Lecture Materials for Week 13

November 17, 2025

Exam Day

A decorative picture that says "Good Luck"

Study Guide for Final Exam

R Functions for Model Building & Summarizing

Be able to:

Define what each function does:
- lm() - Fits linear models
- tidy() - Extracts parameter estimates (coefficients, standard errors, p-values)
- glance() - Provides model-level statistics (R², sigma, F-statistic, etc.)
- augment() - Adds fitted values and residuals to the original data
- set_variable_labels() - Assigns descriptive labels to variables
- tbl_summary() - Creates publication-ready descriptive tables
- Functions from marginaleffects package: predictions(), plot_slopes()

Study Design Types

Understand the difference between:

Descriptive studies: Summarizing patterns, prevalence, or characteristics in a population
Predictive studies: Forecasting future outcomes using existing data
Causal inference/explanation: Establishing cause-and-effect relationships (typically RCTs or well-designed observational studies)

Core Regression Concepts

Review:

Confidence Interval (CI) vs.
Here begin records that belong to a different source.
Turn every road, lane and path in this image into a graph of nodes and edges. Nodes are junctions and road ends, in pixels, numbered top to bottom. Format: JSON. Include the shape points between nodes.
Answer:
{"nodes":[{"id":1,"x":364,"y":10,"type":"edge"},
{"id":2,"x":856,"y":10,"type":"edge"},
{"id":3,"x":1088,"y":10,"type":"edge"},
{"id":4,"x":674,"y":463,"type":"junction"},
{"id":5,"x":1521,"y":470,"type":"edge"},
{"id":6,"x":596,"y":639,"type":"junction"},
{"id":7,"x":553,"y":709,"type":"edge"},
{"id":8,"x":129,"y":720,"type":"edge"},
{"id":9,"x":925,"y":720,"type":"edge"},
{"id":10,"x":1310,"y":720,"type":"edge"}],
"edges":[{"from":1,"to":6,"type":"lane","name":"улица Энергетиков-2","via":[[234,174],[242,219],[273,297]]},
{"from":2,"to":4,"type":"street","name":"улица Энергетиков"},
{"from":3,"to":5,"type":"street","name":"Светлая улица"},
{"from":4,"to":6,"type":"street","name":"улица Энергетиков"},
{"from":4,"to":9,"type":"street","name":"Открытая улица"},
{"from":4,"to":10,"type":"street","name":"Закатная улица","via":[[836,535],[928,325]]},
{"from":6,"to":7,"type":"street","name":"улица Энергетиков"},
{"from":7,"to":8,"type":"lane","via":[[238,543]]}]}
Prediction Interval (PI):
- CI: estimates the mean of Y|X (narrower)
- PI: estimates an individual Y|X (wider, accounts for both mean uncertainty and individual variability)
- Both are narrowest at the mean of X
sigma: The standard deviation of residuals (from glance())
- sigma is typically smaller than SD(Y) because the model explains some variance
- Lower sigma indicates better model fit
Train/test splits: Provide unbiased estimates of out-of-sample predictive accuracy
Standard error: The standard deviation of a sampling distribution of a parameter estimate
Adding confidence bands in ggplot: geom_smooth(method="lm", se=TRUE, level=.95)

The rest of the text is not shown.